• **EXERCISE BRIEF**
Set down each entry again exactly as written.

RAW DATA Start Marker

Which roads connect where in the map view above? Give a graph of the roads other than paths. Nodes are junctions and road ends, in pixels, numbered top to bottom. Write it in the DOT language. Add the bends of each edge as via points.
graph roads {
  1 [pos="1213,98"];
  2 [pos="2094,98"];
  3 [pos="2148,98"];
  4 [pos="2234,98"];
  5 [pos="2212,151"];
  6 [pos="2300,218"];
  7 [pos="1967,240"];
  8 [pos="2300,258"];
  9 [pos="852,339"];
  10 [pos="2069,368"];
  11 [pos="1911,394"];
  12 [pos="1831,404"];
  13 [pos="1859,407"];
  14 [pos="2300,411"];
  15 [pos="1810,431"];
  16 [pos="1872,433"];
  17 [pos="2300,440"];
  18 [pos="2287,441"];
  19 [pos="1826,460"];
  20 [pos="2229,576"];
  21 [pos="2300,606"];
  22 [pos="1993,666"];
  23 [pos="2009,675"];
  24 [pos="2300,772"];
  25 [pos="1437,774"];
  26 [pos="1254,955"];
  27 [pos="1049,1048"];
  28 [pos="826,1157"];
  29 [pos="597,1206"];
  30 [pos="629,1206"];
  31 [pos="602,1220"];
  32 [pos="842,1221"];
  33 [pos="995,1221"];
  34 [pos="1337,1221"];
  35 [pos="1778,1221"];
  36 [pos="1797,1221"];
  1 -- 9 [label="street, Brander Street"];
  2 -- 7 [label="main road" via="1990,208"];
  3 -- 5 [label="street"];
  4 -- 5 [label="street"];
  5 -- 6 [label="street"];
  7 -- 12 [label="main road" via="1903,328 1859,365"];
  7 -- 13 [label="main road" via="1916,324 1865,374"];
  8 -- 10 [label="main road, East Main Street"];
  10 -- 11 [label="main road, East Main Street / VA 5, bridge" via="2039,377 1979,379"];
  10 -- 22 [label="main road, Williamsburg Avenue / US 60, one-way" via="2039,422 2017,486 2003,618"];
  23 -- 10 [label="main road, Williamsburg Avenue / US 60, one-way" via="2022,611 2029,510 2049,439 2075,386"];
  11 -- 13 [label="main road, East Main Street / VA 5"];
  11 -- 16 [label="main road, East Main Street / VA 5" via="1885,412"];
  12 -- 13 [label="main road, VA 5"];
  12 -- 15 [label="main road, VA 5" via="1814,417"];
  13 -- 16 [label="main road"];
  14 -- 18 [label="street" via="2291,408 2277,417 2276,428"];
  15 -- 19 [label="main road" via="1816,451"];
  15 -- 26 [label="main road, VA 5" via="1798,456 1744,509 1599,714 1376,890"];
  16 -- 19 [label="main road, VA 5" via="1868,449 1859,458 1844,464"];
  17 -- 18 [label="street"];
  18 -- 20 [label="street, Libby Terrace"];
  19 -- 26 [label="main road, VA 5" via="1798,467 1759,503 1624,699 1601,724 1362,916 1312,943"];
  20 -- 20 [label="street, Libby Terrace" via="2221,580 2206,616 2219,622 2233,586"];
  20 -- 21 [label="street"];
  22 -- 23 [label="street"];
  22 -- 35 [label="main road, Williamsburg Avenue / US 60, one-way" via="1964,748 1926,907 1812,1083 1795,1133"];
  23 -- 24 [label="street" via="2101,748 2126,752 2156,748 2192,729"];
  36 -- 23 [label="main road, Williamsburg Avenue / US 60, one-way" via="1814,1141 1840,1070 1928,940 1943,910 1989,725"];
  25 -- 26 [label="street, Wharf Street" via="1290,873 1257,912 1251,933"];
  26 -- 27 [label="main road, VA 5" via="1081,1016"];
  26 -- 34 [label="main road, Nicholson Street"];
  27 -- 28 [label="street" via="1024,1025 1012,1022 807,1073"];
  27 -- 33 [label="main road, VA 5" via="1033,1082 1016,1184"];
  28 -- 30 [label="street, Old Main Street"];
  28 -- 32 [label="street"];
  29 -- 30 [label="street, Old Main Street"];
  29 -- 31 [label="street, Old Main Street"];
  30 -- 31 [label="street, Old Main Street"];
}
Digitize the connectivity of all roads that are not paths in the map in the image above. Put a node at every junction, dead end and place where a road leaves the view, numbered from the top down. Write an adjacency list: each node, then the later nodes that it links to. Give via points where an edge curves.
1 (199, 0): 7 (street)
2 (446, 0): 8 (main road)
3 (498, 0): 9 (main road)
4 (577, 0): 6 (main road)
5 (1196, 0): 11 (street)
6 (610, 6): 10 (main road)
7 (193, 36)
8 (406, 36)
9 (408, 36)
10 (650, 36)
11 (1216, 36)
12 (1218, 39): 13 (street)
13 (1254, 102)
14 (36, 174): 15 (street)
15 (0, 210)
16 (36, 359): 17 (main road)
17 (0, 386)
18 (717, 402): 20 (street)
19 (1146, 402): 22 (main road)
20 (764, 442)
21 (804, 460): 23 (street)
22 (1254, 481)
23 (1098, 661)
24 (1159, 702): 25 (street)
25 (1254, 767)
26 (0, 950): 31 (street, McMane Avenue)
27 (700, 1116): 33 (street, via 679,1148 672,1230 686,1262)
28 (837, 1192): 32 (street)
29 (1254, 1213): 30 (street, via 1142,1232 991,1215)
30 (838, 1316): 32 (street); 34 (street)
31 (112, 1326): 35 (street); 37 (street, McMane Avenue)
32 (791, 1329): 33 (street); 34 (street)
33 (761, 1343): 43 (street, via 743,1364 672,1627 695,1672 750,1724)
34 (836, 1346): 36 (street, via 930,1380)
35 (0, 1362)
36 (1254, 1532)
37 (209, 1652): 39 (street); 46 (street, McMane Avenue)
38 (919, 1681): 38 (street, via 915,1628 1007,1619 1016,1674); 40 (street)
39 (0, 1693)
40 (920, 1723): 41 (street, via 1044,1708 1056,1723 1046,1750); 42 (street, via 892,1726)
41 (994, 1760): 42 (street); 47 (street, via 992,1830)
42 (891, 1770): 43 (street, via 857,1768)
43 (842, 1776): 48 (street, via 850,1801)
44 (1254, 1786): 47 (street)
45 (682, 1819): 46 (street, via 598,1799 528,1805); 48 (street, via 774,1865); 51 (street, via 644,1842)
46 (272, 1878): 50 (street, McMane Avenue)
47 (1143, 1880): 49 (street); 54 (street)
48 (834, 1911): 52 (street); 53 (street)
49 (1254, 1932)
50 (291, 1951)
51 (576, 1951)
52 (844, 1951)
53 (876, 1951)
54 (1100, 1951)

RAW DATA End Marker

• **RESULT**
Which roads connect where in the map view above? Give a graph of the roads other than paths. Nodes are junctions and road ends, in pixels, numbered top to bottom. Write it in the DOT language. Add the bends of each edge as via points.
graph roads {
  1 [pos="1213,98"];
  2 [pos="2094,98"];
  3 [pos="2148,98"];
  4 [pos="2234,98"];
  5 [pos="2212,151"];
  6 [pos="2300,218"];
  7 [pos="1967,240"];
  8 [pos="2300,258"];
  9 [pos="852,339"];
  10 [pos="2069,368"];
  11 [pos="1911,394"];
  12 [pos="1831,404"];
  13 [pos="1859,407"];
  14 [pos="2300,411"];
  15 [pos="1810,431"];
  16 [pos="1872,433"];
  17 [pos="2300,440"];
  18 [pos="2287,441"];
  19 [pos="1826,460"];
  20 [pos="2229,576"];
  21 [pos="2300,606"];
  22 [pos="1993,666"];
  23 [pos="2009,675"];
  24 [pos="2300,772"];
  25 [pos="1437,774"];
  26 [pos="1254,955"];
  27 [pos="1049,1048"];
  28 [pos="826,1157"];
  29 [pos="597,1206"];
  30 [pos="629,1206"];
  31 [pos="602,1220"];
  32 [pos="842,1221"];
  33 [pos="995,1221"];
  34 [pos="1337,1221"];
  35 [pos="1778,1221"];
  36 [pos="1797,1221"];
  1 -- 9 [label="street, Brander Street"];
  2 -- 7 [label="main road" via="1990,208"];
  3 -- 5 [label="street"];
  4 -- 5 [label="street"];
  5 -- 6 [label="street"];
  7 -- 12 [label="main road" via="1903,328 1859,365"];
  7 -- 13 [label="main road" via="1916,324 1865,374"];
  8 -- 10 [label="main road, East Main Street"];
  10 -- 11 [label="main road, East Main Street / VA 5, bridge" via="2039,377 1979,379"];
  10 -- 22 [label="main road, Williamsburg Avenue / US 60, one-way" via="2039,422 2017,486 2003,618"];
  23 -- 10 [label="main road, Williamsburg Avenue / US 60, one-way" via="2022,611 2029,510 2049,439 2075,386"];
  11 -- 13 [label="main road, East Main Street / VA 5"];
  11 -- 16 [label="main road, East Main Street / VA 5" via="1885,412"];
  12 -- 13 [label="main road, VA 5"];
  12 -- 15 [label="main road, VA 5" via="1814,417"];
  13 -- 16 [label="main road"];
  14 -- 18 [label="street" via="2291,408 2277,417 2276,428"];
  15 -- 19 [label="main road" via="1816,451"];
  15 -- 26 [label="main road, VA 5" via="1798,456 1744,509 1599,714 1376,890"];
  16 -- 19 [label="main road, VA 5" via="1868,449 1859,458 1844,464"];
  17 -- 18 [label="street"];
  18 -- 20 [label="street, Libby Terrace"];
  19 -- 26 [label="main road, VA 5" via="1798,467 1759,503 1624,699 1601,724 1362,916 1312,943"];
  20 -- 20 [label="street, Libby Terrace" via="2221,580 2206,616 2219,622 2233,586"];
  20 -- 21 [label="street"];
  22 -- 23 [label="street"];
  22 -- 35 [label="main road, Williamsburg Avenue / US 60, one-way" via="1964,748 1926,907 1812,1083 1795,1133"];
  23 -- 24 [label="street" via="2101,748 2126,752 2156,748 2192,729"];
  36 -- 23 [label="main road, Williamsburg Avenue / US 60, one-way" via="1814,1141 1840,1070 1928,940 1943,910 1989,725"];
  25 -- 26 [label="street, Wharf Street" via="1290,873 1257,912 1251,933"];
  26 -- 27 [label="main road, VA 5" via="1081,1016"];
  26 -- 34 [label="main road, Nicholson Street"];
  27 -- 28 [label="street" via="1024,1025 1012,1022 807,1073"];
  27 -- 33 [label="main road, VA 5" via="1033,1082 1016,1184"];
  28 -- 30 [label="street, Old Main Street"];
  28 -- 32 [label="street"];
  29 -- 30 [label="street, Old Main Street"];
  29 -- 31 [label="street, Old Main Street"];
  30 -- 31 [label="street, Old Main Street"];
}
Digitize the connectivity of all roads that are not paths in the map in the image above. Put a node at every junction, dead end and place where a road leaves the view, numbered from the top down. Write an adjacency list: each node, then the later nodes that it links to. Give via points where an edge curves.
1 (199, 0): 7 (street)
2 (446, 0): 8 (main road)
3 (498, 0): 9 (main road)
4 (577, 0): 6 (main road)
5 (1196, 0): 11 (street)
6 (610, 6): 10 (main road)
7 (193, 36)
8 (406, 36)
9 (408, 36)
10 (650, 36)
11 (1216, 36)
12 (1218, 39): 13 (street)
13 (1254, 102)
14 (36, 174): 15 (street)
15 (0, 210)
16 (36, 359): 17 (main road)
17 (0, 386)
18 (717, 402): 20 (street)
19 (1146, 402): 22 (main road)
20 (764, 442)
21 (804, 460): 23 (street)
22 (1254, 481)
23 (1098, 661)
24 (1159, 702): 25 (street)
25 (1254, 767)
26 (0, 950): 31 (street, McMane Avenue)
27 (700, 1116): 33 (street, via 679,1148 672,1230 686,1262)
28 (837, 1192): 32 (street)
29 (1254, 1213): 30 (street, via 1142,1232 991,1215)
30 (838, 1316): 32 (street); 34 (street)
31 (112, 1326): 35 (street); 37 (street, McMane Avenue)
32 (791, 1329): 33 (street); 34 (street)
33 (761, 1343): 43 (street, via 743,1364 672,1627 695,1672 750,1724)
34 (836, 1346): 36 (street, via 930,1380)
35 (0, 1362)
36 (1254, 1532)
37 (209, 1652): 39 (street); 46 (street, McMane Avenue)
38 (919, 1681): 38 (street, via 915,1628 1007,1619 1016,1674); 40 (street)
39 (0, 1693)
40 (920, 1723): 41 (street, via 1044,1708 1056,1723 1046,1750); 42 (street, via 892,1726)
41 (994, 1760): 42 (street); 47 (street, via 992,1830)
42 (891, 1770): 43 (street, via 857,1768)
43 (842, 1776): 48 (street, via 850,1801)
44 (1254, 1786): 47 (street)
45 (682, 1819): 46 (street, via 598,1799 528,1805); 48 (street, via 774,1865); 51 (street, via 644,1842)
46 (272, 1878): 50 (street, McMane Avenue)
47 (1143, 1880): 49 (street); 54 (street)
48 (834, 1911): 52 (street); 53 (street)
49 (1254, 1932)
50 (291, 1951)
51 (576, 1951)
52 (844, 1951)
53 (876, 1951)
54 (1100, 1951)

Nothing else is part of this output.